Abstract
Background: Tuberculosis (TB) remains a major global health condition, particularly in low- and middle-income countries. Treatment failure and relapse are of great concern, and treatment monitoring is largely dependent on smear microscopy. Smear microscopy has its limitations, particularly in identifying low bacillary loads and viable bacilli. This study aimed to estimate the prevalence of treatment failure and its associated risk factors among drug-sensitive TB (DSTB) patients using sputum liquid culture testing at the end of treatment.
Methods: A cross-sectional study was conducted among microbiologically confirmed pulmonary DSTB patients between April and June 2024 in six randomly selected districts of Karnataka, India. Sputum samples obtained at the time of completion of treatment were cultured using the Mycobacterium Growth Indicator Tube (MGIT) liquid culture system in three culture and drug susceptibility testing (C-DST) laboratories in the state. Demographic and clinical information were accessed through Ni-kshay, the case-based web-based TB reporting system used in India. Statistical analysis was performed using Jamovi v2.3 (Jamovi Project, Sydney, Australia).
Results: Among 511 patients enrolled, the mean age was 46 ± 17 years, 70.3% were male, 15.3% had a history of TB, 5.5% were HIV reactive, and 20.7% had diabetes. The mean BMI was 18.9 ± 2.8 kg/m². Liquid culture testing found 40 (7.8%; 95% CI: 5.6%-10.5%) patients to be culture positive. Thus, the TB treatment failure rate was 7.8%. Males and patients with a history of TB had relatively increased risks of treatment failure (RR: 1.27 and 1.18, respectively), but these were not statistically significant. Age, BMI, HIV reactivity, and diabetes also did not demonstrate significant associations with treatment failure.

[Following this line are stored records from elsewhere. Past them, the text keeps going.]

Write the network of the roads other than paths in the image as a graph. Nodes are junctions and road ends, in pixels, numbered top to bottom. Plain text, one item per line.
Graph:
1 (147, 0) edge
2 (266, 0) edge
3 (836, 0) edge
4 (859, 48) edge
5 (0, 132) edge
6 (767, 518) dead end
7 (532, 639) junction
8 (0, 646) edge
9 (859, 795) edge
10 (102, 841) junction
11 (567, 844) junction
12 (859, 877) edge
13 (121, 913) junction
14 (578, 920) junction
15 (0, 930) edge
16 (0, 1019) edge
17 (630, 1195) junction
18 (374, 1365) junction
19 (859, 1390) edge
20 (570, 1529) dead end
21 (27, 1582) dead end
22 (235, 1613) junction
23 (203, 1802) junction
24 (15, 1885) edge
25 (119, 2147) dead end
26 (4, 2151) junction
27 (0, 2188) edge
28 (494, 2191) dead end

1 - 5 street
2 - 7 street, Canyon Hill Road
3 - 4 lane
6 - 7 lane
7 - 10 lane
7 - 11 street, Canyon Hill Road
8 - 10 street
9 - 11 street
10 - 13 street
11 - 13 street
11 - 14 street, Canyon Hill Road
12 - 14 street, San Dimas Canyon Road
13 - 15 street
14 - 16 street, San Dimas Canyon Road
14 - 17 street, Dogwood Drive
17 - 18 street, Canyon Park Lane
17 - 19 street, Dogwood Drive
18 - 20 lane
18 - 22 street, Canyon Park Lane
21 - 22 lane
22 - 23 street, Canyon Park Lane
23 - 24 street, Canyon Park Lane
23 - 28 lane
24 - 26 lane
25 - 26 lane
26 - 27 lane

Conclusion: This study highlights the inadequacy of smear microscopy for treatment outcome measurement and shows that end-of-treatment liquid culture significantly enhances the detection of treatment failure. Scaling up the application of high-sensitivity tests, such as liquid culture, at the programmatic level could enhance outcome classification, enable timely clinical interventions, and reduce recurrence and transmission rates. Programmatic investment in sensitive diagnostic technology for diagnosis and treatment monitoring is essential in the strategy toward India’s TB elimination goal.
Keywords: liquid culture, recurrence, treatment failure, treatment outcome, tuberculosis
Introduction
Tuberculosis (TB) remains one of the leading public health concerns, as it is the top infectious killer in the world [1]. According to the Global TB Report 2024 by the World Health Organization (WHO), an estimated 10.8 million people were affected by TB, and 1.25 million people died from the disease in 2023 [2]. Despite significant progress in controlling TB, the burden remains high in low- and middle-income countries, including India. India, being one of the high-burden countries for TB, contributes around 26% of the global TB burden, with an estimated 2.8 million incident TB patients and 0.31 million deaths from the disease in 2023 [3]. Effective strategies and accurate monitoring mechanisms are essential to eliminate TB by 2030 [4].
TB is a curable disease. Traditionally, programmatic TB treatment outcomes include cure, treatment completed, failure, death, and loss to follow-up [5]. TB cure is defined as a microbiologically confirmed TB patient being smear microscopy-negative at the end of treatment [5]. Around 5-15% of people with TB experience recurrence of disease within one year after being cured. Recurrent TB may be due to reinfection or relapse caused by persistent viable bacilli [6]. Factors such as inadequate treatment regimen, poor adherence to treatment, and emergence of drug resistance can also contribute to the recurrence of TB disease [7]. Thus, accurate assessment methods are crucial for monitoring treatment outcomes and identifying individuals at risk of recurrence [8].
Sputum microscopy is a cost-effective tool for diagnosis and treatment monitoring, particularly in resource-limited settings. The sensitivity of the test is 40-60% compared to solid culture using Lowenstein-Jensen (LJ) medium. Sensitivity can further decrease, especially when the bacterial load is low [9,10]. It is less effective in detecting extrapulmonary TB and cannot differentiate between live and dead bacilli. Sputum microscopy at the end of TB treatment does not rule out immediate recurrence of TB disease, as it fails to detect low-level bacillary presence [10].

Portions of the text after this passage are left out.